**PROBLEM STATEMENT:**
In the entries below, how many lines hold the string "الأنصري"? Answer with the number only.

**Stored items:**
>>

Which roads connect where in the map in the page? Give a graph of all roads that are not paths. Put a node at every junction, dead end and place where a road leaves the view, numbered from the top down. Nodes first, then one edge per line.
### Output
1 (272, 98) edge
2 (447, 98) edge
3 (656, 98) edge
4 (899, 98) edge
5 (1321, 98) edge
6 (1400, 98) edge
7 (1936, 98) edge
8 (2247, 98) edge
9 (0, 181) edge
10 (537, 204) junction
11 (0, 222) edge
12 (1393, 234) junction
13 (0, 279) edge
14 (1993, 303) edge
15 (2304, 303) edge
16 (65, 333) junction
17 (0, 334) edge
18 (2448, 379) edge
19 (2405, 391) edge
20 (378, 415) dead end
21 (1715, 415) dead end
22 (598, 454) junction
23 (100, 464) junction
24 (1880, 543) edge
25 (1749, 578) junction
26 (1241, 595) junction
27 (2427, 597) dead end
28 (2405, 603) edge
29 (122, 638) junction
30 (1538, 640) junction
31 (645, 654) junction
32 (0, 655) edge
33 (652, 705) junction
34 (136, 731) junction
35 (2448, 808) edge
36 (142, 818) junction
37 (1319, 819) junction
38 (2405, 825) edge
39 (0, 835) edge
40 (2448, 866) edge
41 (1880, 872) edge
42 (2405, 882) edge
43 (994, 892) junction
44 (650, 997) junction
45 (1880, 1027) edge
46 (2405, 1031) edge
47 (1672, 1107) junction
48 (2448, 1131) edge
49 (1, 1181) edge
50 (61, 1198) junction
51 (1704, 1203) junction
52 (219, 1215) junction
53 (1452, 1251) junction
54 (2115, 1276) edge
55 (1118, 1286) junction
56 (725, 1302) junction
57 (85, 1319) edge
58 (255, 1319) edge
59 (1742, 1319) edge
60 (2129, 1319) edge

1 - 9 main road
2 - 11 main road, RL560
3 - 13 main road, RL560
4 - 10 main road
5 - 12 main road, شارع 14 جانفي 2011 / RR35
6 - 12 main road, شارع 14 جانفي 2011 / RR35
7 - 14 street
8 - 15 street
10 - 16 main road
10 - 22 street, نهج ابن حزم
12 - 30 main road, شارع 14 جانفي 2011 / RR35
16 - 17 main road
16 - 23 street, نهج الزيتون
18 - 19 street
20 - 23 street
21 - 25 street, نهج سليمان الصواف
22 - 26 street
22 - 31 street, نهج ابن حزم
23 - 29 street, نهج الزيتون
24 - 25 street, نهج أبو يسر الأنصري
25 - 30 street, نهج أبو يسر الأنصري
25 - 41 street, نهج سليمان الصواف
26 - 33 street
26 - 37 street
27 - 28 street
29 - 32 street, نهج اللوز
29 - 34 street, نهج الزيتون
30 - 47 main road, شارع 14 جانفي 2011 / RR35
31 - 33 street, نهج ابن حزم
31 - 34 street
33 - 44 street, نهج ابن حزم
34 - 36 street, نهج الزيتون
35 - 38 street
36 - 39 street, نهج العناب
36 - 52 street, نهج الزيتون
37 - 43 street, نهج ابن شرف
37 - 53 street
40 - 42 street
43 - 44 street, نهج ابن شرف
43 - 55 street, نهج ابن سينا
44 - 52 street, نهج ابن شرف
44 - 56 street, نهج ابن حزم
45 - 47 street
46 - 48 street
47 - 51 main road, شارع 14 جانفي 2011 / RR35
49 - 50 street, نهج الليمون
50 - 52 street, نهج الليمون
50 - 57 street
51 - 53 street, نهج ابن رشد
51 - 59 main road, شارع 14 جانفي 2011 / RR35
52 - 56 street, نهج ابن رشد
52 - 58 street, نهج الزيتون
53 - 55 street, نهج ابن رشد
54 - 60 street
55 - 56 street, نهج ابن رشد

<<

**REPLY:**
2